◆ **Your task**
Copy exactly, line for line, the part of the listing from the line containing "Extract the road" through its last line, and nothing else.

◆ **Data shown**
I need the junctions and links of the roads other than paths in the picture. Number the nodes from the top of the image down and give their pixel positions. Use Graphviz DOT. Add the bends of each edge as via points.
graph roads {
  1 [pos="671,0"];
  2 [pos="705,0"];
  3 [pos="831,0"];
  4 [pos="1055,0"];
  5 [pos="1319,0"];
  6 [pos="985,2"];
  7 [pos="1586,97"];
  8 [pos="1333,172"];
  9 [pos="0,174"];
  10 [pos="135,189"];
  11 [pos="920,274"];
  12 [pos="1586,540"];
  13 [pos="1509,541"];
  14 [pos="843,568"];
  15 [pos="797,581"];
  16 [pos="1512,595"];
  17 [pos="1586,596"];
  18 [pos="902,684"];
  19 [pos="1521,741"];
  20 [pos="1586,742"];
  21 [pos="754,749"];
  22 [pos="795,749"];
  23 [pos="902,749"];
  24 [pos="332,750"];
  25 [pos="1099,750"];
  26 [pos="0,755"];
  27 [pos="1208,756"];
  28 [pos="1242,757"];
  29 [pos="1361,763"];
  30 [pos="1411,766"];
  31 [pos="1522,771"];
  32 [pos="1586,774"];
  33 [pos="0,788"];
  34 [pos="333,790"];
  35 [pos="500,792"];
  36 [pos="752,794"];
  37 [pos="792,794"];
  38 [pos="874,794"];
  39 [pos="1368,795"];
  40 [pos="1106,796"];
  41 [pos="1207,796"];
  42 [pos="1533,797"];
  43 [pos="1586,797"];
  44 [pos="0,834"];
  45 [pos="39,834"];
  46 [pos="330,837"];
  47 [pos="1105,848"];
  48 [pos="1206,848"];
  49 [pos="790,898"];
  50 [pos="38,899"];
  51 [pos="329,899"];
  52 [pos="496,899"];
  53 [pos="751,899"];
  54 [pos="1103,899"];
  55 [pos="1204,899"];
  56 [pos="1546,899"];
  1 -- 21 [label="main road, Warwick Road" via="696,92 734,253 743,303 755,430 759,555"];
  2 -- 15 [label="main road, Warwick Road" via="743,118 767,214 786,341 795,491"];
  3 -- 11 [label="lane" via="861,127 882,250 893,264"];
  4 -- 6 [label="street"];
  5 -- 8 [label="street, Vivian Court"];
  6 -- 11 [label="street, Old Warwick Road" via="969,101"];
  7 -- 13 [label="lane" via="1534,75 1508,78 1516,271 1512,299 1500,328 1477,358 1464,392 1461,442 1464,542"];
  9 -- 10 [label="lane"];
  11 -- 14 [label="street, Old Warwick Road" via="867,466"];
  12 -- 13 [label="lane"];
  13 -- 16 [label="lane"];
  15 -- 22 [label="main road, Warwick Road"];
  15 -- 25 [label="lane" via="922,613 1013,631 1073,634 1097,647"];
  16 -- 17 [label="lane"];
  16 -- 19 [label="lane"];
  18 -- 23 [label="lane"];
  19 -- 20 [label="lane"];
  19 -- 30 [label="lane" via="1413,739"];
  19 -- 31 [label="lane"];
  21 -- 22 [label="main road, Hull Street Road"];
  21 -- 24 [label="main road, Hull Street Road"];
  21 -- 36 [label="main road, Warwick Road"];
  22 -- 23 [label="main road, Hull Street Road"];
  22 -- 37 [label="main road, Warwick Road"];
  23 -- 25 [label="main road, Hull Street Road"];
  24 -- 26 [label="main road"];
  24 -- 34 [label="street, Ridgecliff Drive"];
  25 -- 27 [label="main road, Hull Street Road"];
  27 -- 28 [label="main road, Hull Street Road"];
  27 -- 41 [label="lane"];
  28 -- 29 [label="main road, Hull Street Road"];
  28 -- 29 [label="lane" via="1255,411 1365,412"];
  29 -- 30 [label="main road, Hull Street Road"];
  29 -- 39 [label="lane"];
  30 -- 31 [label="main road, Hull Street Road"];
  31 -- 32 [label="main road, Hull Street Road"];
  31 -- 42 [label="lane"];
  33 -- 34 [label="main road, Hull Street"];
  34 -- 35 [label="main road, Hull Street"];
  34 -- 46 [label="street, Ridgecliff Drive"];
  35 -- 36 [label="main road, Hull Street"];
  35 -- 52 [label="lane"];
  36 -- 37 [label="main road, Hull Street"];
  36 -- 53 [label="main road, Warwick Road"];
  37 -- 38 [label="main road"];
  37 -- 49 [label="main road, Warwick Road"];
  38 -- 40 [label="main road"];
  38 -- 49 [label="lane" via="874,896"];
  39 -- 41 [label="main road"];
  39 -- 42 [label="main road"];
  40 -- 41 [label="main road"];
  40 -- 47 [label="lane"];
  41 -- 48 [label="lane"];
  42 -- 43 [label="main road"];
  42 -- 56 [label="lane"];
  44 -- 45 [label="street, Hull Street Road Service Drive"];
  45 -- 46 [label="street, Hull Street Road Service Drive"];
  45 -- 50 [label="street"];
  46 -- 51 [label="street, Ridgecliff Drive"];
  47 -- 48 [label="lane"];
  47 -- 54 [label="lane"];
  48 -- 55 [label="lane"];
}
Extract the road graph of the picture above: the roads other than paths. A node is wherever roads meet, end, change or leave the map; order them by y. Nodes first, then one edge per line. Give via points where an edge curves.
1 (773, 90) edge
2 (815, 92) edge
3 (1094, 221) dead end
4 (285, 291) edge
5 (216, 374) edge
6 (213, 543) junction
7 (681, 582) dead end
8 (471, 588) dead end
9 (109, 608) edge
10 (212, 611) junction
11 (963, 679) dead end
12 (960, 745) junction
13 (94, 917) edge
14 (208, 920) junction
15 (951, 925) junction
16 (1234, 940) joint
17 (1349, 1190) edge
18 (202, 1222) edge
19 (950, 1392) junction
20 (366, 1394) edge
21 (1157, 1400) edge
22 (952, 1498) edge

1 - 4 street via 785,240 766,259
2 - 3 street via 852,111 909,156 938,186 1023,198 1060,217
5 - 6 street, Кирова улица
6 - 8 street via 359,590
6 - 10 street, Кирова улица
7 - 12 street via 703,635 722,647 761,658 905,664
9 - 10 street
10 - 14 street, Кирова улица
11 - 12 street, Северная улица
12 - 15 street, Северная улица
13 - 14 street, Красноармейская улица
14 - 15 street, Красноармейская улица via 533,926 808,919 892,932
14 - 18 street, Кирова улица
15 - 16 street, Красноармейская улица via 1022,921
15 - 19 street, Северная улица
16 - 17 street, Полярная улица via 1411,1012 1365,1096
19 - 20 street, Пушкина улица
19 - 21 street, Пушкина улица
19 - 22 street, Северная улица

◆ **Result**
Extract the road graph of the picture above: the roads other than paths. A node is wherever roads meet, end, change or leave the map; order them by y. Nodes first, then one edge per line. Give via points where an edge curves.
1 (773, 90) edge
2 (815, 92) edge
3 (1094, 221) dead end
4 (285, 291) edge
5 (216, 374) edge
6 (213, 543) junction
7 (681, 582) dead end
8 (471, 588) dead end
9 (109, 608) edge
10 (212, 611) junction
11 (963, 679) dead end
12 (960, 745) junction
13 (94, 917) edge
14 (208, 920) junction
15 (951, 925) junction
16 (1234, 940) joint
17 (1349, 1190) edge
18 (202, 1222) edge
19 (950, 1392) junction
20 (366, 1394) edge
21 (1157, 1400) edge
22 (952, 1498) edge

1 - 4 street via 785,240 766,259
2 - 3 street via 852,111 909,156 938,186 1023,198 1060,217
5 - 6 street, Кирова улица
6 - 8 street via 359,590
6 - 10 street, Кирова улица
7 - 12 street via 703,635 722,647 761,658 905,664
9 - 10 street
10 - 14 street, Кирова улица
11 - 12 street, Северная улица
12 - 15 street, Северная улица
13 - 14 street, Красноармейская улица
14 - 15 street, Красноармейская улица via 533,926 808,919 892,932
14 - 18 street, Кирова улица
15 - 16 street, Красноармейская улица via 1022,921
15 - 19 street, Северная улица
16 - 17 street, Полярная улица via 1411,1012 1365,1096
19 - 20 street, Пушкина улица
19 - 21 street, Пушкина улица
19 - 22 street, Северная улица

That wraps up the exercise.